(Dataset extract Opens)
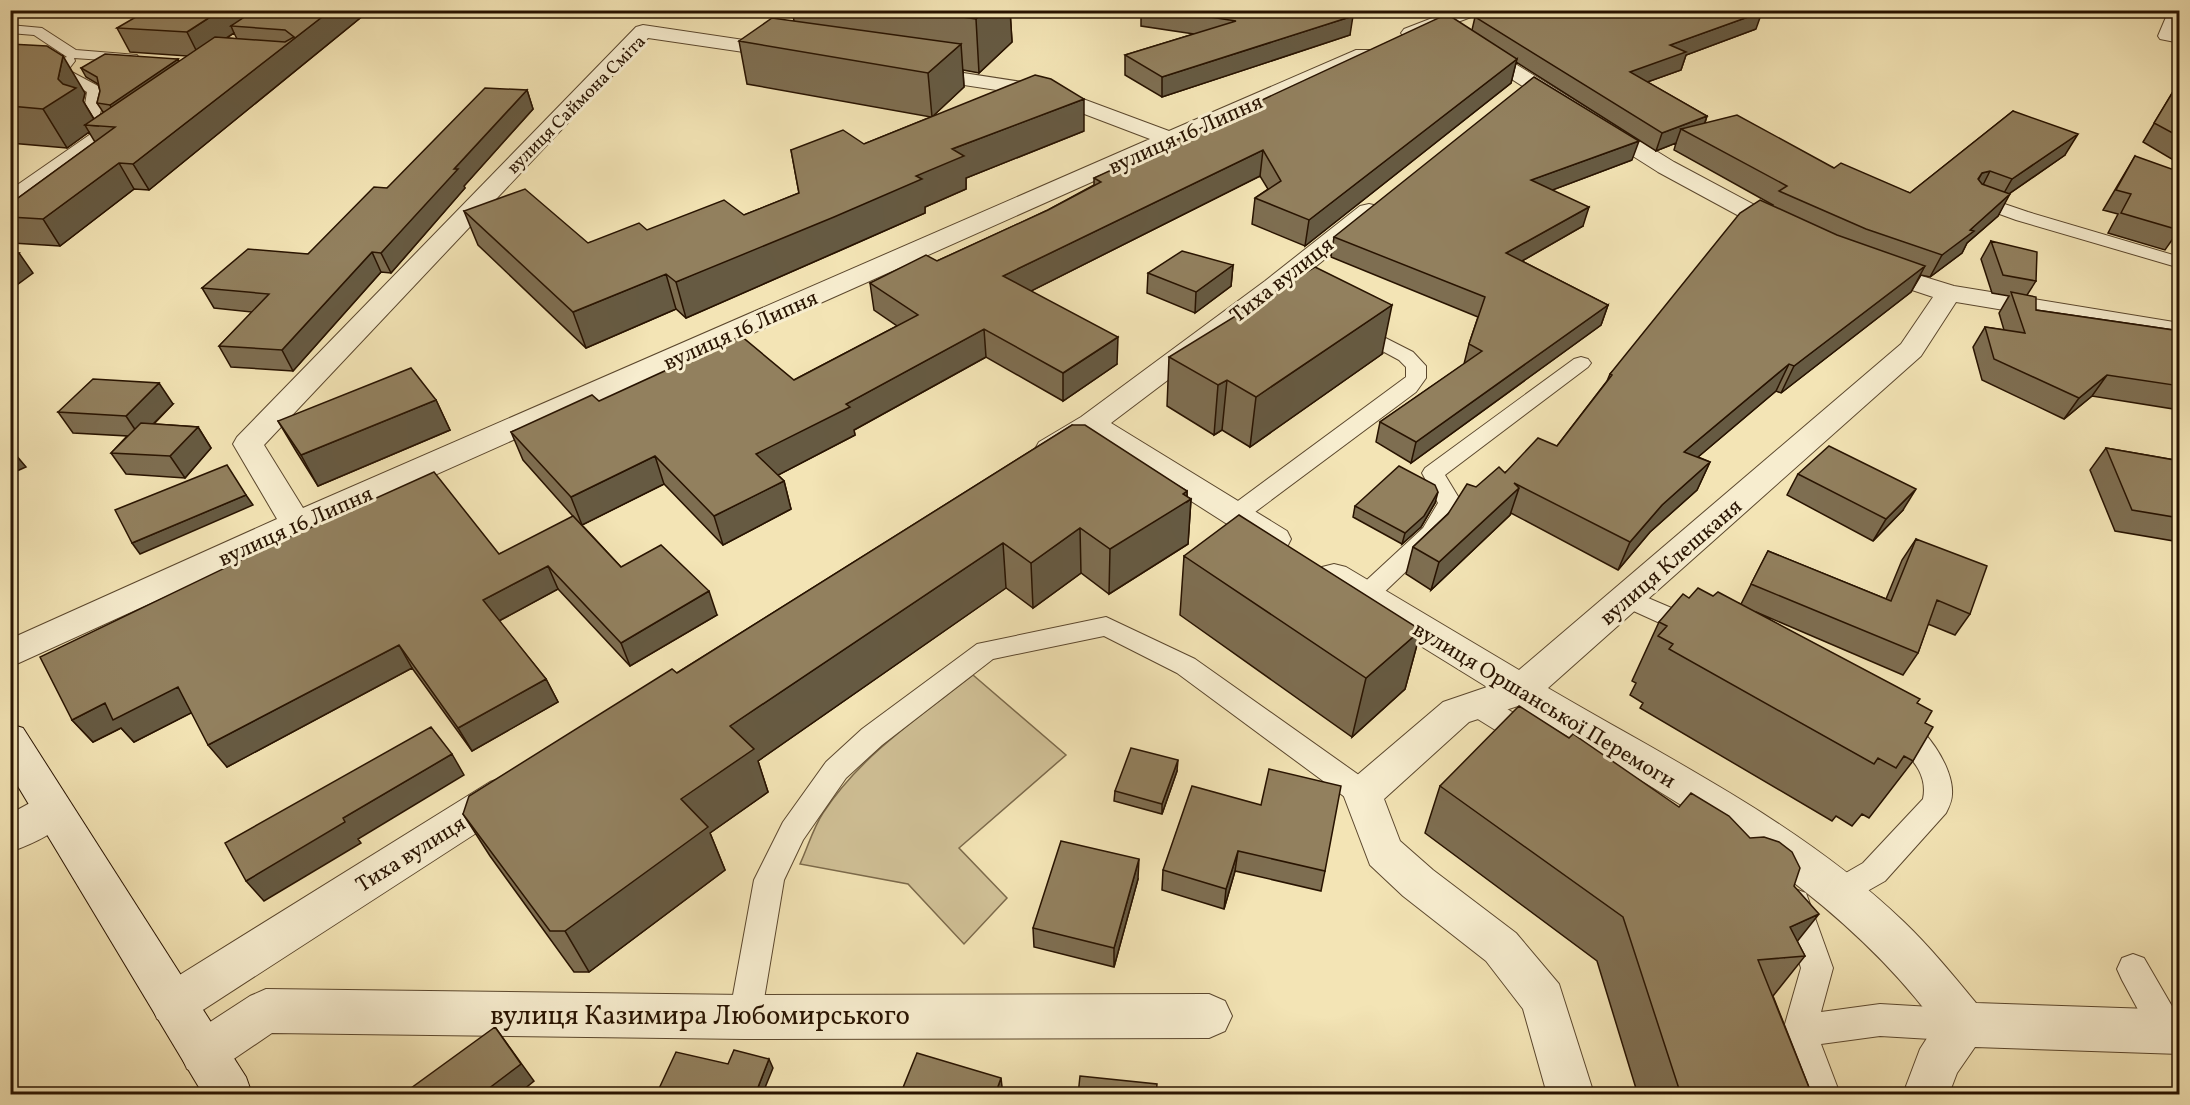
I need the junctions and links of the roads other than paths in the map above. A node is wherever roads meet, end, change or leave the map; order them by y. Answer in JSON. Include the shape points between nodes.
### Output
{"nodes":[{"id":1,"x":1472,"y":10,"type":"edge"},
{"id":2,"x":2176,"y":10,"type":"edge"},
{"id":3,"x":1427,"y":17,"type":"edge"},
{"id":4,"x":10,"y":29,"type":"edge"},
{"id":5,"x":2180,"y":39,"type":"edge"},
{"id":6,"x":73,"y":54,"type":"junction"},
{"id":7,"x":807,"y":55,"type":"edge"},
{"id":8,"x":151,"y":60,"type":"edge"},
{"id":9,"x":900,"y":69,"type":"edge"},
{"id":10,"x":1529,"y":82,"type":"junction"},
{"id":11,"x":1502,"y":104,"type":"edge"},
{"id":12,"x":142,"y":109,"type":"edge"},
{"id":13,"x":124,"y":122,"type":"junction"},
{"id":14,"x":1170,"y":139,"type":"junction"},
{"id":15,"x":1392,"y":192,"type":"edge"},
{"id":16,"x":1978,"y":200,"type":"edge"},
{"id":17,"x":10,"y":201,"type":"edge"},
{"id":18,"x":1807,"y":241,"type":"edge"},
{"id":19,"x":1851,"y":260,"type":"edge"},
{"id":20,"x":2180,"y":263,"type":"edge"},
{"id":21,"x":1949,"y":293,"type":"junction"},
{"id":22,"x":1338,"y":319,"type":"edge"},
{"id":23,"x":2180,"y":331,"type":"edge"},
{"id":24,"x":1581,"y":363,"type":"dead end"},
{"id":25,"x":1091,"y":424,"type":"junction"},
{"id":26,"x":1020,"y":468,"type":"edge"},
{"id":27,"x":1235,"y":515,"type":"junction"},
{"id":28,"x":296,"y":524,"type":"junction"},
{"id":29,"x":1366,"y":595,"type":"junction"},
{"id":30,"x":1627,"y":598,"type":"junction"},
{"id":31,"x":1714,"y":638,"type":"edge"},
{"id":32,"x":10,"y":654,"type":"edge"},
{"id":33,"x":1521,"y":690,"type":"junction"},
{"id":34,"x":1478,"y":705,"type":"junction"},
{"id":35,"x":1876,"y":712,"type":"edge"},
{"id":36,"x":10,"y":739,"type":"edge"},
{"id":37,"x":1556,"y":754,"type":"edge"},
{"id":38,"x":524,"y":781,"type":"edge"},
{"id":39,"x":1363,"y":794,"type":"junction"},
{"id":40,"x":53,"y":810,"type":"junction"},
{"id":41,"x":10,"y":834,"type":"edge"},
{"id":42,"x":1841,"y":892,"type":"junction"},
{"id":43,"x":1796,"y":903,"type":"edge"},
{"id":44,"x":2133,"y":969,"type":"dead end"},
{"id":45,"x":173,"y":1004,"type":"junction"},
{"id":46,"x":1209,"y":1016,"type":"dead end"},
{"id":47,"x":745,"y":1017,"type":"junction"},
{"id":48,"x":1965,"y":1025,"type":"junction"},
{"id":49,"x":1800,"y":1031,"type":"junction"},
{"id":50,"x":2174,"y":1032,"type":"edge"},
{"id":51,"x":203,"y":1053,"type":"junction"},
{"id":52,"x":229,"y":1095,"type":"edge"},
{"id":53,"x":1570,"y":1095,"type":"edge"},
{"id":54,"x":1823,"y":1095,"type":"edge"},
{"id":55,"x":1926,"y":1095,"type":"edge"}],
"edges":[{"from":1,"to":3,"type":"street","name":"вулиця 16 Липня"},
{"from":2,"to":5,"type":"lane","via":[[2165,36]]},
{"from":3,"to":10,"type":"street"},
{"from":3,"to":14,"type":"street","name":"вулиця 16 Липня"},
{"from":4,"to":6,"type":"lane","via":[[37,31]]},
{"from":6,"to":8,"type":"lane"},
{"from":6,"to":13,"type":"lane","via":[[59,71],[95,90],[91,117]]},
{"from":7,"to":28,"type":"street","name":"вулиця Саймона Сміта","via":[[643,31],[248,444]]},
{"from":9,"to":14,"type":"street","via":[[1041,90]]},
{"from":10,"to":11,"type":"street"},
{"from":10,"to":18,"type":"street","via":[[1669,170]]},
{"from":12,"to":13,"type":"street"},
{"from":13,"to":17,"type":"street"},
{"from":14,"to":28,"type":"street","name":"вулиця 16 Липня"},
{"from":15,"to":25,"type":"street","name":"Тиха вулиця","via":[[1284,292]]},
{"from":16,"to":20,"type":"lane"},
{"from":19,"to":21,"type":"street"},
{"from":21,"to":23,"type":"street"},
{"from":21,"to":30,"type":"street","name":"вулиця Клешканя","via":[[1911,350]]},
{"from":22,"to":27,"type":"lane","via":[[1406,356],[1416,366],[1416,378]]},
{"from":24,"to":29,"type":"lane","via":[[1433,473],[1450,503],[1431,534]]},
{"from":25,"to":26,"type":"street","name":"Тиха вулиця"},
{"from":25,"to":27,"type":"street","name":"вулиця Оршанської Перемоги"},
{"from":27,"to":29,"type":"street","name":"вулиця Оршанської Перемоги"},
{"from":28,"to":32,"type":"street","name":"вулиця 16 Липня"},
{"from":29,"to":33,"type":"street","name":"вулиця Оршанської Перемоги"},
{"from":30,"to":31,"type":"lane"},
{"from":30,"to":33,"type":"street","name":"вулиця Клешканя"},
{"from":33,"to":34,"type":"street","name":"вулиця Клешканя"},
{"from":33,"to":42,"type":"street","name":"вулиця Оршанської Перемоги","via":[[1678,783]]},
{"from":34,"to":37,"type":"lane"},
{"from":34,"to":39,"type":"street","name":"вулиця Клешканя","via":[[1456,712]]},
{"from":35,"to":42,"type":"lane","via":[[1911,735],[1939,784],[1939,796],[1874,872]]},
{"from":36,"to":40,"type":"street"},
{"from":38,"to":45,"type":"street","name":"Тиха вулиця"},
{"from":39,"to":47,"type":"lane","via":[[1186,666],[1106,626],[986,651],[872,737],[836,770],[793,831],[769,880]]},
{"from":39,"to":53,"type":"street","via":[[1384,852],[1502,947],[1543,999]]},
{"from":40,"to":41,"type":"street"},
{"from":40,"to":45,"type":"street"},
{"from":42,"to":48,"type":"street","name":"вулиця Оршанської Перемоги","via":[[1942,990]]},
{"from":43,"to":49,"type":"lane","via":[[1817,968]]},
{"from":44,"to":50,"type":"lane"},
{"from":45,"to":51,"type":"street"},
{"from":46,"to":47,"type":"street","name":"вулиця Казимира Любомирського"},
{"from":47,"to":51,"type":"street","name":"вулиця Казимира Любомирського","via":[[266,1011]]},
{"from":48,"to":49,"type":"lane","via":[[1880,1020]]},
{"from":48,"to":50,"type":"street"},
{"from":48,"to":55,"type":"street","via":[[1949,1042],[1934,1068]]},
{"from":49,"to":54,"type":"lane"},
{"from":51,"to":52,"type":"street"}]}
(Dataset extract Closes)
(What you have to do) Repeat the material above exactly; any picture in it is left out.

(Solved exercise)
I need the junctions and links of the roads other than paths in the map above. A node is wherever roads meet, end, change or leave the map; order them by y. Answer in JSON. Include the shape points between nodes.
### Output
{"nodes":[{"id":1,"x":1472,"y":10,"type":"edge"},
{"id":2,"x":2176,"y":10,"type":"edge"},
{"id":3,"x":1427,"y":17,"type":"edge"},
{"id":4,"x":10,"y":29,"type":"edge"},
{"id":5,"x":2180,"y":39,"type":"edge"},
{"id":6,"x":73,"y":54,"type":"junction"},
{"id":7,"x":807,"y":55,"type":"edge"},
{"id":8,"x":151,"y":60,"type":"edge"},
{"id":9,"x":900,"y":69,"type":"edge"},
{"id":10,"x":1529,"y":82,"type":"junction"},
{"id":11,"x":1502,"y":104,"type":"edge"},
{"id":12,"x":142,"y":109,"type":"edge"},
{"id":13,"x":124,"y":122,"type":"junction"},
{"id":14,"x":1170,"y":139,"type":"junction"},
{"id":15,"x":1392,"y":192,"type":"edge"},
{"id":16,"x":1978,"y":200,"type":"edge"},
{"id":17,"x":10,"y":201,"type":"edge"},
{"id":18,"x":1807,"y":241,"type":"edge"},
{"id":19,"x":1851,"y":260,"type":"edge"},
{"id":20,"x":2180,"y":263,"type":"edge"},
{"id":21,"x":1949,"y":293,"type":"junction"},
{"id":22,"x":1338,"y":319,"type":"edge"},
{"id":23,"x":2180,"y":331,"type":"edge"},
{"id":24,"x":1581,"y":363,"type":"dead end"},
{"id":25,"x":1091,"y":424,"type":"junction"},
{"id":26,"x":1020,"y":468,"type":"edge"},
{"id":27,"x":1235,"y":515,"type":"junction"},
{"id":28,"x":296,"y":524,"type":"junction"},
{"id":29,"x":1366,"y":595,"type":"junction"},
{"id":30,"x":1627,"y":598,"type":"junction"},
{"id":31,"x":1714,"y":638,"type":"edge"},
{"id":32,"x":10,"y":654,"type":"edge"},
{"id":33,"x":1521,"y":690,"type":"junction"},
{"id":34,"x":1478,"y":705,"type":"junction"},
{"id":35,"x":1876,"y":712,"type":"edge"},
{"id":36,"x":10,"y":739,"type":"edge"},
{"id":37,"x":1556,"y":754,"type":"edge"},
{"id":38,"x":524,"y":781,"type":"edge"},
{"id":39,"x":1363,"y":794,"type":"junction"},
{"id":40,"x":53,"y":810,"type":"junction"},
{"id":41,"x":10,"y":834,"type":"edge"},
{"id":42,"x":1841,"y":892,"type":"junction"},
{"id":43,"x":1796,"y":903,"type":"edge"},
{"id":44,"x":2133,"y":969,"type":"dead end"},
{"id":45,"x":173,"y":1004,"type":"junction"},
{"id":46,"x":1209,"y":1016,"type":"dead end"},
{"id":47,"x":745,"y":1017,"type":"junction"},
{"id":48,"x":1965,"y":1025,"type":"junction"},
{"id":49,"x":1800,"y":1031,"type":"junction"},
{"id":50,"x":2174,"y":1032,"type":"edge"},
{"id":51,"x":203,"y":1053,"type":"junction"},
{"id":52,"x":229,"y":1095,"type":"edge"},
{"id":53,"x":1570,"y":1095,"type":"edge"},
{"id":54,"x":1823,"y":1095,"type":"edge"},
{"id":55,"x":1926,"y":1095,"type":"edge"}],
"edges":[{"from":1,"to":3,"type":"street","name":"вулиця 16 Липня"},
{"from":2,"to":5,"type":"lane","via":[[2165,36]]},
{"from":3,"to":10,"type":"street"},
{"from":3,"to":14,"type":"street","name":"вулиця 16 Липня"},
{"from":4,"to":6,"type":"lane","via":[[37,31]]},
{"from":6,"to":8,"type":"lane"},
{"from":6,"to":13,"type":"lane","via":[[59,71],[95,90],[91,117]]},
{"from":7,"to":28,"type":"street","name":"вулиця Саймона Сміта","via":[[643,31],[248,444]]},
{"from":9,"to":14,"type":"street","via":[[1041,90]]},
{"from":10,"to":11,"type":"street"},
{"from":10,"to":18,"type":"street","via":[[1669,170]]},
{"from":12,"to":13,"type":"street"},
{"from":13,"to":17,"type":"street"},
{"from":14,"to":28,"type":"street","name":"вулиця 16 Липня"},
{"from":15,"to":25,"type":"street","name":"Тиха вулиця","via":[[1284,292]]},
{"from":16,"to":20,"type":"lane"},
{"from":19,"to":21,"type":"street"},
{"from":21,"to":23,"type":"street"},
{"from":21,"to":30,"type":"street","name":"вулиця Клешканя","via":[[1911,350]]},
{"from":22,"to":27,"type":"lane","via":[[1406,356],[1416,366],[1416,378]]},
{"from":24,"to":29,"type":"lane","via":[[1433,473],[1450,503],[1431,534]]},
{"from":25,"to":26,"type":"street","name":"Тиха вулиця"},
{"from":25,"to":27,"type":"street","name":"вулиця Оршанської Перемоги"},
{"from":27,"to":29,"type":"street","name":"вулиця Оршанської Перемоги"},
{"from":28,"to":32,"type":"street","name":"вулиця 16 Липня"},
{"from":29,"to":33,"type":"street","name":"вулиця Оршанської Перемоги"},
{"from":30,"to":31,"type":"lane"},
{"from":30,"to":33,"type":"street","name":"вулиця Клешканя"},
{"from":33,"to":34,"type":"street","name":"вулиця Клешканя"},
{"from":33,"to":42,"type":"street","name":"вулиця Оршанської Перемоги","via":[[1678,783]]},
{"from":34,"to":37,"type":"lane"},
{"from":34,"to":39,"type":"street","name":"вулиця Клешканя","via":[[1456,712]]},
{"from":35,"to":42,"type":"lane","via":[[1911,735],[1939,784],[1939,796],[1874,872]]},
{"from":36,"to":40,"type":"street"},
{"from":38,"to":45,"type":"street","name":"Тиха вулиця"},
{"from":39,"to":47,"type":"lane","via":[[1186,666],[1106,626],[986,651],[872,737],[836,770],[793,831],[769,880]]},
{"from":39,"to":53,"type":"street","via":[[1384,852],[1502,947],[1543,999]]},
{"from":40,"to":41,"type":"street"},
{"from":40,"to":45,"type":"street"},
{"from":42,"to":48,"type":"street","name":"вулиця Оршанської Перемоги","via":[[1942,990]]},
{"from":43,"to":49,"type":"lane","via":[[1817,968]]},
{"from":44,"to":50,"type":"lane"},
{"from":45,"to":51,"type":"street"},
{"from":46,"to":47,"type":"street","name":"вулиця Казимира Любомирського"},
{"from":47,"to":51,"type":"street","name":"вулиця Казимира Любомирського","via":[[266,1011]]},
{"from":48,"to":49,"type":"lane","via":[[1880,1020]]},
{"from":48,"to":50,"type":"street"},
{"from":48,"to":55,"type":"street","via":[[1949,1042],[1934,1068]]},
{"from":49,"to":54,"type":"lane"},
{"from":51,"to":52,"type":"street"}]}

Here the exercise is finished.